Return each line below exactly as it reads, and omit any image in it.

### Supplied material
+++

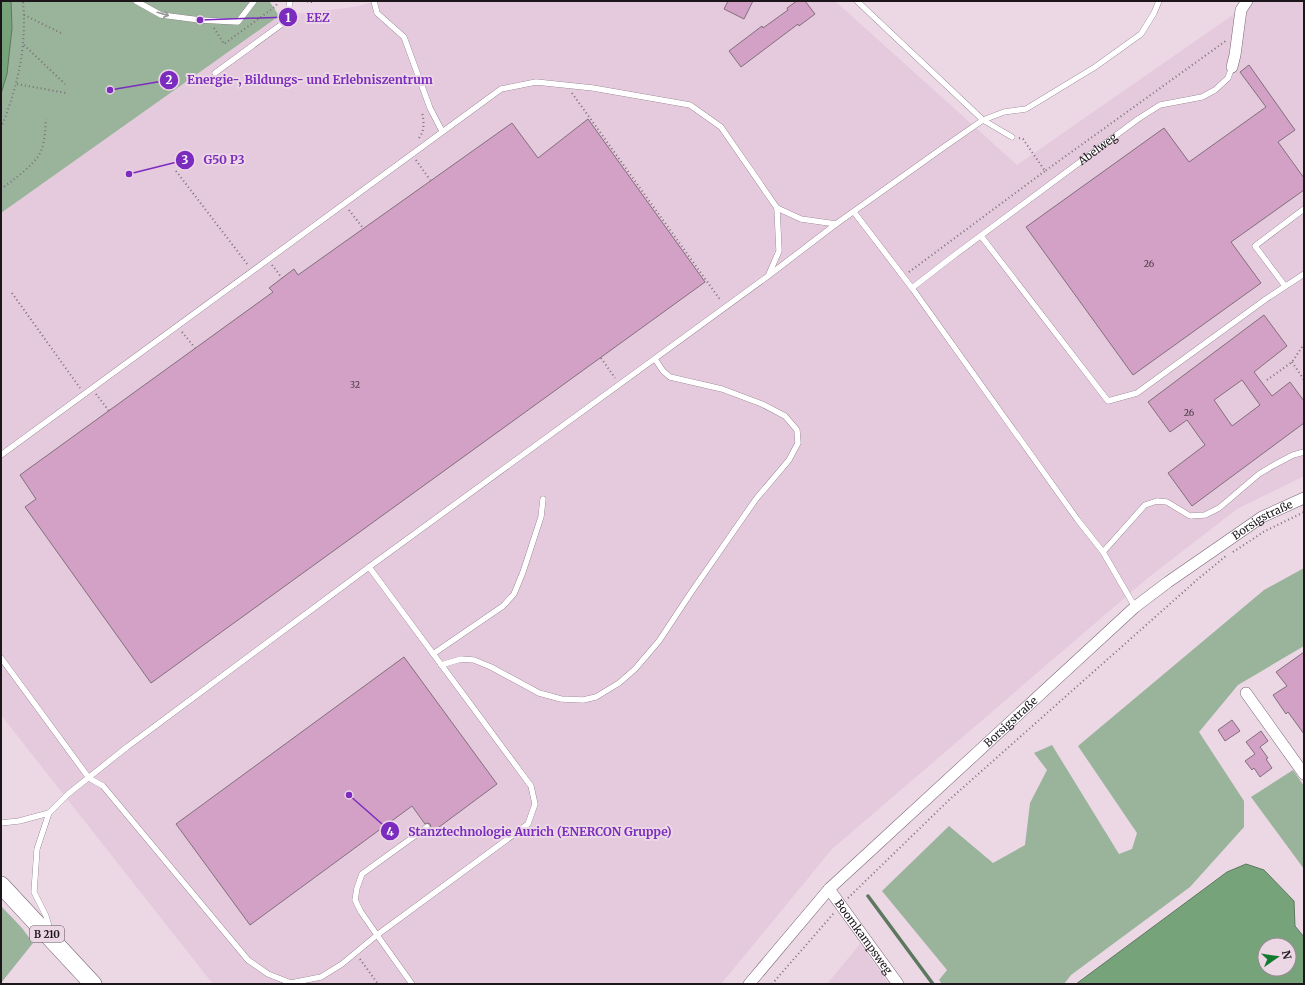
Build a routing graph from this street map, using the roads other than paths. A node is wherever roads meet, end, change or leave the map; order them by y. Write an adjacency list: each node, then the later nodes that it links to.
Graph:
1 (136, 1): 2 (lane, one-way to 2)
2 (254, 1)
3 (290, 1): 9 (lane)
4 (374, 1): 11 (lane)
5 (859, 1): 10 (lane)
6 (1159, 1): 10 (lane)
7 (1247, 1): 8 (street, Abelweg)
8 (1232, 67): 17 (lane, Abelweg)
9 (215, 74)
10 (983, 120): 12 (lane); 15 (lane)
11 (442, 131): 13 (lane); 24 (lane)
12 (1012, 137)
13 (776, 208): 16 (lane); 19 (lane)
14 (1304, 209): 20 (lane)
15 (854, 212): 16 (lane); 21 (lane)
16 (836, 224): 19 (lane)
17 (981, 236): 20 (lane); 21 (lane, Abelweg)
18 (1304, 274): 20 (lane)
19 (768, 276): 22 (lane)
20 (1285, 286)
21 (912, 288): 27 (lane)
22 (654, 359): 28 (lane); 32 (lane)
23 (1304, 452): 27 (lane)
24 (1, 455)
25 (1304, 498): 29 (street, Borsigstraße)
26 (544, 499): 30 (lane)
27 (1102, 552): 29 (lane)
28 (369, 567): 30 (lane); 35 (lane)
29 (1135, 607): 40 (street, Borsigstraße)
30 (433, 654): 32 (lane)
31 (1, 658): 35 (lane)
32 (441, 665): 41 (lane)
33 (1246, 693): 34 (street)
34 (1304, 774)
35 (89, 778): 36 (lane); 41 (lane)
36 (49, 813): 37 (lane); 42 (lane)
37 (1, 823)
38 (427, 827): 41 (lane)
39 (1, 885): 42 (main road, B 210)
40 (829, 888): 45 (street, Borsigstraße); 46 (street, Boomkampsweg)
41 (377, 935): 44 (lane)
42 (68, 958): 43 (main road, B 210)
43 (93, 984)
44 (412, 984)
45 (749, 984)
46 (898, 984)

+++

### Expected answer
Build a routing graph from this street map, using the roads other than paths. A node is wherever roads meet, end, change or leave the map; order them by y. Write an adjacency list: each node, then the later nodes that it links to.
Graph:
1 (136, 1): 2 (lane, one-way to 2)
2 (254, 1)
3 (290, 1): 9 (lane)
4 (374, 1): 11 (lane)
5 (859, 1): 10 (lane)
6 (1159, 1): 10 (lane)
7 (1247, 1): 8 (street, Abelweg)
8 (1232, 67): 17 (lane, Abelweg)
9 (215, 74)
10 (983, 120): 12 (lane); 15 (lane)
11 (442, 131): 13 (lane); 24 (lane)
12 (1012, 137)
13 (776, 208): 16 (lane); 19 (lane)
14 (1304, 209): 20 (lane)
15 (854, 212): 16 (lane); 21 (lane)
16 (836, 224): 19 (lane)
17 (981, 236): 20 (lane); 21 (lane, Abelweg)
18 (1304, 274): 20 (lane)
19 (768, 276): 22 (lane)
20 (1285, 286)
21 (912, 288): 27 (lane)
22 (654, 359): 28 (lane); 32 (lane)
23 (1304, 452): 27 (lane)
24 (1, 455)
25 (1304, 498): 29 (street, Borsigstraße)
26 (544, 499): 30 (lane)
27 (1102, 552): 29 (lane)
28 (369, 567): 30 (lane); 35 (lane)
29 (1135, 607): 40 (street, Borsigstraße)
30 (433, 654): 32 (lane)
31 (1, 658): 35 (lane)
32 (441, 665): 41 (lane)
33 (1246, 693): 34 (street)
34 (1304, 774)
35 (89, 778): 36 (lane); 41 (lane)
36 (49, 813): 37 (lane); 42 (lane)
37 (1, 823)
38 (427, 827): 41 (lane)
39 (1, 885): 42 (main road, B 210)
40 (829, 888): 45 (street, Borsigstraße); 46 (street, Boomkampsweg)
41 (377, 935): 44 (lane)
42 (68, 958): 43 (main road, B 210)
43 (93, 984)
44 (412, 984)
45 (749, 984)
46 (898, 984)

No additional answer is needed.